The Fish files

Massimo Pigliucci says why Fish is wrong and silly.

[T]he problem lies with Fish’s cheap rhetorical trick: Stanley seems to think that once one has refuted the naive logical positivist view that human beings can adopt a purely objective viewpoint and grasp reality for what it actually is (a position that in philosophy has been abandoned since the 1950s, by the way), voilà, all knowledge has ultimately been shown to be a matter of faith…It is simply not true, as our friend cavalierly maintains, that “once the act of simply reporting or simply observing is exposed as a fiction — as something that just can’t be done — the facile opposition between faith-thinking and thinking grounded in independent evidence cannot be maintained.” And the reason this is not the case is that there are more than two options on the table. True, facts don’t speak for themselves, and evidence is such only within a particular conceptual framework, which itself depends on certain assumptions. But the framework and the assumptions don’t need to be arbitrary. In science, they are not (contrary to postmodern literary criticism).

The web of scientific knowledge is reliable, Pigliucci says, because it works; one can keep examining particular threads, and pulling them away if necessary, without destroying the whole web.

As always in the case of postmodernism, a perfectly reasonable and potentially interesting idea (the non-independence of facts and theories, which was not discovered by postmodernists) gets blown out of proportion to justify an insane conclusion (that science is the same as religion, or that reason and faith are on the same epistemological level), a conclusion that very likely the author himself does not believe.
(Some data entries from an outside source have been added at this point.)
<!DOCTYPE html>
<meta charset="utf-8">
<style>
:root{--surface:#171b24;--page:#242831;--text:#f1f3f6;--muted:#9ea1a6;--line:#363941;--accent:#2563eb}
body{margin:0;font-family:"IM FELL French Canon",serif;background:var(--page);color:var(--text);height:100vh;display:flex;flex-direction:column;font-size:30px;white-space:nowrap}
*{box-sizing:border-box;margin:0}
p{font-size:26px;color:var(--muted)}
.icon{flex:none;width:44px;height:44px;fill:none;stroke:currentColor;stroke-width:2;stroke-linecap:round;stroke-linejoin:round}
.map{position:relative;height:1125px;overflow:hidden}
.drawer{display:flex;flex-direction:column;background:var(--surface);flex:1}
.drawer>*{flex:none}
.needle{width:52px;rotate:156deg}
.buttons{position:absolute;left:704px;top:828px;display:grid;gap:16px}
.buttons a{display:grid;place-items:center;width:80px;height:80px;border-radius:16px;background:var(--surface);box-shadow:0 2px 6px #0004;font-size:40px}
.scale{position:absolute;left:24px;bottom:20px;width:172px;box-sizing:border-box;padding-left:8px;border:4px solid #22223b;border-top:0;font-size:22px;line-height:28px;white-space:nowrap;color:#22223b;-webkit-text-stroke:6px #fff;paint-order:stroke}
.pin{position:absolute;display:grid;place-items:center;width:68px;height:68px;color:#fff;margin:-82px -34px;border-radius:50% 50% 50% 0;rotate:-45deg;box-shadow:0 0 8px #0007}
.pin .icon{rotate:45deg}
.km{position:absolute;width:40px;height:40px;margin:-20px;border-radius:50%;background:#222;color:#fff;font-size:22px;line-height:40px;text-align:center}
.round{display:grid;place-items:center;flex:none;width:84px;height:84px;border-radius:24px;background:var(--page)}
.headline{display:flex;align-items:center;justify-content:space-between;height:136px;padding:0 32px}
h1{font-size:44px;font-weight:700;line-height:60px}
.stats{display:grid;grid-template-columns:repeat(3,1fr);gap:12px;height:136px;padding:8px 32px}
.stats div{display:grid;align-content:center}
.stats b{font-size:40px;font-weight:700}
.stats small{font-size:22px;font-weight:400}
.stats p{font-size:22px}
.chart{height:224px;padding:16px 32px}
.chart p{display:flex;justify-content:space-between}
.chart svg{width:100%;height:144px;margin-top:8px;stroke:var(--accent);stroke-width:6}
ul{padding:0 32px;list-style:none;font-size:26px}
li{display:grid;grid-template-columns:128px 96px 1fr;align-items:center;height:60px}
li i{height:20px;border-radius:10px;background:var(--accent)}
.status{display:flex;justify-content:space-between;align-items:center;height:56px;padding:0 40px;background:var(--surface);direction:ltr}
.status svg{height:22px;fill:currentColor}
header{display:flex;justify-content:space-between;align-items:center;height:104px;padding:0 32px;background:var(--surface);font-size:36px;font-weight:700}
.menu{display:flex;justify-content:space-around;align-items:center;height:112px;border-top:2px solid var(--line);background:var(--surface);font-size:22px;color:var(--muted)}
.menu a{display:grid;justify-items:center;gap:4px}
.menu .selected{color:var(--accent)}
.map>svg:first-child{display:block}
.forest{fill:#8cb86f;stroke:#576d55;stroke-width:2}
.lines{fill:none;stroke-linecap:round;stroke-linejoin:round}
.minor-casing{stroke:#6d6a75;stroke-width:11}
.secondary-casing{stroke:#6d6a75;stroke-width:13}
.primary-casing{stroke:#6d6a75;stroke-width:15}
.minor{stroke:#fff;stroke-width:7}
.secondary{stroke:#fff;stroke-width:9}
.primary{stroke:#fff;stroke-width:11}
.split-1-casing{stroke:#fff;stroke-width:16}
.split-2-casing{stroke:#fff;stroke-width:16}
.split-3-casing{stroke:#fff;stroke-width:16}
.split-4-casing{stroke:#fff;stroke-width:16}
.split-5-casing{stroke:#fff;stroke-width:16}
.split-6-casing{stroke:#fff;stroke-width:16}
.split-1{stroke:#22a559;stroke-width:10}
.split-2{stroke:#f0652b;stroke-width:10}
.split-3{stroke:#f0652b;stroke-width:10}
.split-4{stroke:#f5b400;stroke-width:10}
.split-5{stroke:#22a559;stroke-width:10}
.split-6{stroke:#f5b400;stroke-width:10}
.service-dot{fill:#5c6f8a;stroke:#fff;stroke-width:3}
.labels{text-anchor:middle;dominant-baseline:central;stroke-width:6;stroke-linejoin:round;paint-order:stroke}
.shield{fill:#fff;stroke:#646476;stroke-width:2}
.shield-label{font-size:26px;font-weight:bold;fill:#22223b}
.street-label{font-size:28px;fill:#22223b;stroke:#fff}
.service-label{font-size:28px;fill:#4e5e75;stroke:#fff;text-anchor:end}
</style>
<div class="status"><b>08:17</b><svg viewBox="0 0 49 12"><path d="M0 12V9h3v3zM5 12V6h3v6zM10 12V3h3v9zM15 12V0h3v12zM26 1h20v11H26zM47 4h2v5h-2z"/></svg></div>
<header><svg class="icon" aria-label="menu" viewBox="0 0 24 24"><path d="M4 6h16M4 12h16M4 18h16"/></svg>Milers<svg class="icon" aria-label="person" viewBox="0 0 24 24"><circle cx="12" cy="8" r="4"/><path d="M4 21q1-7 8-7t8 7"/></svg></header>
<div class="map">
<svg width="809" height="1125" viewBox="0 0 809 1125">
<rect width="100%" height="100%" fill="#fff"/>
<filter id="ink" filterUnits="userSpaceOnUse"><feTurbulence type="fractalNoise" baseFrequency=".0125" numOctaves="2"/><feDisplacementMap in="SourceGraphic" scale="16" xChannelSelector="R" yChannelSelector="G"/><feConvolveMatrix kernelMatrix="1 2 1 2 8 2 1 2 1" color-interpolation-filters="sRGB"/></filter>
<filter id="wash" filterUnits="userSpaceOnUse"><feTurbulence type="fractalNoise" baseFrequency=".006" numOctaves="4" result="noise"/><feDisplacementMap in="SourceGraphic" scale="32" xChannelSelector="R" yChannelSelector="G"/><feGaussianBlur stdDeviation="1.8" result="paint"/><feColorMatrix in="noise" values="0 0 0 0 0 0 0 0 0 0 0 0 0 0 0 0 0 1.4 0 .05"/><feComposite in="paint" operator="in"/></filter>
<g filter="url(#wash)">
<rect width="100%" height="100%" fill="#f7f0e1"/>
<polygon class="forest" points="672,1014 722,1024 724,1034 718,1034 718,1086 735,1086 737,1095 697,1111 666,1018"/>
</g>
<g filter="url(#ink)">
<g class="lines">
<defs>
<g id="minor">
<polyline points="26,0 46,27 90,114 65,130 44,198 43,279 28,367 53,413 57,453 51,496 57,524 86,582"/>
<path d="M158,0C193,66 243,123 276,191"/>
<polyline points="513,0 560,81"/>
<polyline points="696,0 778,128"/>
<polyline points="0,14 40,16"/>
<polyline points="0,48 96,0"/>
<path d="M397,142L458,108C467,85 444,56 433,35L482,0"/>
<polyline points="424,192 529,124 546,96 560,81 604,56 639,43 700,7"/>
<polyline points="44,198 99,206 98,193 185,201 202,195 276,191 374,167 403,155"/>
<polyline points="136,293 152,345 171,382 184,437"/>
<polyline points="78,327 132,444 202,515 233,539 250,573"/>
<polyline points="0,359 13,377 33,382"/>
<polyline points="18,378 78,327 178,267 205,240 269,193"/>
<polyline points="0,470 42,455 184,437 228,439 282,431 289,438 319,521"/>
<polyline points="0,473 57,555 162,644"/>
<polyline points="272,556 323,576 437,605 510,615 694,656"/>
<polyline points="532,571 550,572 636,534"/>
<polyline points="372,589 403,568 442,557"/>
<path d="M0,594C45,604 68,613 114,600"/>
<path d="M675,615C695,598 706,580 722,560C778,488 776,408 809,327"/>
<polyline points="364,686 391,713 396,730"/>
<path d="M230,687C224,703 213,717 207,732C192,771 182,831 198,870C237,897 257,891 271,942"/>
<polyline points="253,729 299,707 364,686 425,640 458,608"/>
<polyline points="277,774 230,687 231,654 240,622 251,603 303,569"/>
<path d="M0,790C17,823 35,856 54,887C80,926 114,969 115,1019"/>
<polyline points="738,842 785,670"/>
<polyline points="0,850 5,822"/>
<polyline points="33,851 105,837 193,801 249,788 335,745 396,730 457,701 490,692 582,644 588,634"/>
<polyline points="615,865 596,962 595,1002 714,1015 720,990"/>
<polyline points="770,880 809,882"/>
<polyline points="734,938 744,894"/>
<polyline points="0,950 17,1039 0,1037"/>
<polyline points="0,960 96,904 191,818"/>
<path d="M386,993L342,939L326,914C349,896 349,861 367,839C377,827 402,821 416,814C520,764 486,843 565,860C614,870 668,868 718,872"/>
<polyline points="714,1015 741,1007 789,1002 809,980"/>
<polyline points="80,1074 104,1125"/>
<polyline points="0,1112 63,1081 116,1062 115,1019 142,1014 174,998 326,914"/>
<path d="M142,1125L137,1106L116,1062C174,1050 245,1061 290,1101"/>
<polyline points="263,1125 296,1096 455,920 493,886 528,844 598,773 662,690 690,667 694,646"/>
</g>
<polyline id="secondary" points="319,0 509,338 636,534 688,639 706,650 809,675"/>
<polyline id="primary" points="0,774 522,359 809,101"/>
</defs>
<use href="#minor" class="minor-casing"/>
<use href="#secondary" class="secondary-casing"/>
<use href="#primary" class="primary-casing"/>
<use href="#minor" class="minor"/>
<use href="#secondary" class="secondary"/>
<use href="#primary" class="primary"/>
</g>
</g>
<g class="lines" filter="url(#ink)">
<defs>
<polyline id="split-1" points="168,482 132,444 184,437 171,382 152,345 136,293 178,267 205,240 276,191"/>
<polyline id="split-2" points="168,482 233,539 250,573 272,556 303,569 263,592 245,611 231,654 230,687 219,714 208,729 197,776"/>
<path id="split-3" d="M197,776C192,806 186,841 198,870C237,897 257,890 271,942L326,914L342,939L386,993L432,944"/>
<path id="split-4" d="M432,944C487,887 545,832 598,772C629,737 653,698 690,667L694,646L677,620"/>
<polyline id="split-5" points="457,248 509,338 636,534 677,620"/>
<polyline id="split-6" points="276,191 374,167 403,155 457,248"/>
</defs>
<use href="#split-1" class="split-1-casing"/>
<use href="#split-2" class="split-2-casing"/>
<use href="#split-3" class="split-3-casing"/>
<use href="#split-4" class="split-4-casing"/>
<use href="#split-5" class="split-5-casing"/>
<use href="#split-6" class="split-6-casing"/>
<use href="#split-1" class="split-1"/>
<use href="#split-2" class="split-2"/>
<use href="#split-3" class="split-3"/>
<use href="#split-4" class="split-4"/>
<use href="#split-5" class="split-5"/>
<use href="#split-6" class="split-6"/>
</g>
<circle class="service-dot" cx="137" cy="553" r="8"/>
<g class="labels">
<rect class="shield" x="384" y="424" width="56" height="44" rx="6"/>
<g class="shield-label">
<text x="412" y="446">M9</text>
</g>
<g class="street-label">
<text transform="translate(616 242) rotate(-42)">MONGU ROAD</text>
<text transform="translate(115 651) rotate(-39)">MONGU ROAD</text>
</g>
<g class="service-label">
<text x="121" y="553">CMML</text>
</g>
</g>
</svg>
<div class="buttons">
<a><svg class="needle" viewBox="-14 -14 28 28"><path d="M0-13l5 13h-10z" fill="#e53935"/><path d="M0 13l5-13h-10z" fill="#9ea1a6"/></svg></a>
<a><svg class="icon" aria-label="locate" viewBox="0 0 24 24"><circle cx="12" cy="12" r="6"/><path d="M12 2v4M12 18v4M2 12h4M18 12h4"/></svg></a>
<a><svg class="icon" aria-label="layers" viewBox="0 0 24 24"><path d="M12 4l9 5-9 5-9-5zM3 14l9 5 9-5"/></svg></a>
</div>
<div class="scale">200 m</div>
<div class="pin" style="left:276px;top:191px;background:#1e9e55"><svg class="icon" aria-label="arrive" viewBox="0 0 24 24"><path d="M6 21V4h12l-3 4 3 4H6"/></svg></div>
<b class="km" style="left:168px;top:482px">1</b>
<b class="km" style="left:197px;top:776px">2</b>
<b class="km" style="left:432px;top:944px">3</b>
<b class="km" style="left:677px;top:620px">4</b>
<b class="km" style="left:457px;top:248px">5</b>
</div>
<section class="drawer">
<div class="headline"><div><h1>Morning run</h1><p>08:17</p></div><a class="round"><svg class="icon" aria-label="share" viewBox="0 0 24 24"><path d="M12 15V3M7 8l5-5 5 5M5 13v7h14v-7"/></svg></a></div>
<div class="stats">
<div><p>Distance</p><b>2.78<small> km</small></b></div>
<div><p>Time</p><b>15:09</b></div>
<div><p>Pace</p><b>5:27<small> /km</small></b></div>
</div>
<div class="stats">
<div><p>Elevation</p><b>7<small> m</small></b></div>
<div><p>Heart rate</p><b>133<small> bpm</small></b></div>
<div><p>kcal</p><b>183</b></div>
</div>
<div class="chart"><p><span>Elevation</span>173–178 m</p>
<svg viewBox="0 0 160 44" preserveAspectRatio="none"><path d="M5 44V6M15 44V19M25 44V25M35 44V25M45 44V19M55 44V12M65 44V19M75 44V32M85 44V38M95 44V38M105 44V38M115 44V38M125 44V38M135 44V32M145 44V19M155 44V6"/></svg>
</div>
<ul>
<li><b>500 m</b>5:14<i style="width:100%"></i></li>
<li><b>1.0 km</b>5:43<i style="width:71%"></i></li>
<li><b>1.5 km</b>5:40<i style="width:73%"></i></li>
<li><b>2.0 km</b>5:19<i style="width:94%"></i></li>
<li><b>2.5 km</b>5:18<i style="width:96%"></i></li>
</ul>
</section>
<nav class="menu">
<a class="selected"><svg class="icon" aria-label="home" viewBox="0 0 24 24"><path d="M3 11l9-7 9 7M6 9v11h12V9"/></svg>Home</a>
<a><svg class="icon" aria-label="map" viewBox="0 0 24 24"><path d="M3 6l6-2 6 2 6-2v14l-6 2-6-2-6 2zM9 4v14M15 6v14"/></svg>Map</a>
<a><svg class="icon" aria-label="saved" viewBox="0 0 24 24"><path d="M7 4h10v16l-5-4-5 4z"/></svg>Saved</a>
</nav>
A famous quip by philosopher Bertrand Russell comes to mind: I wish that all philosophers who do not believe in the existence of walls would get into a car and drive straight into a wall (any would do) at a speed proportional to their skepticism concerning the existence of the wall itself.

To finish, Pigliucci tells Fish off for the childish last paragraph in which he reports that somebody wrote a piece that started ‘Why is Stanley Fish so much smarter than Richard Dawkins?’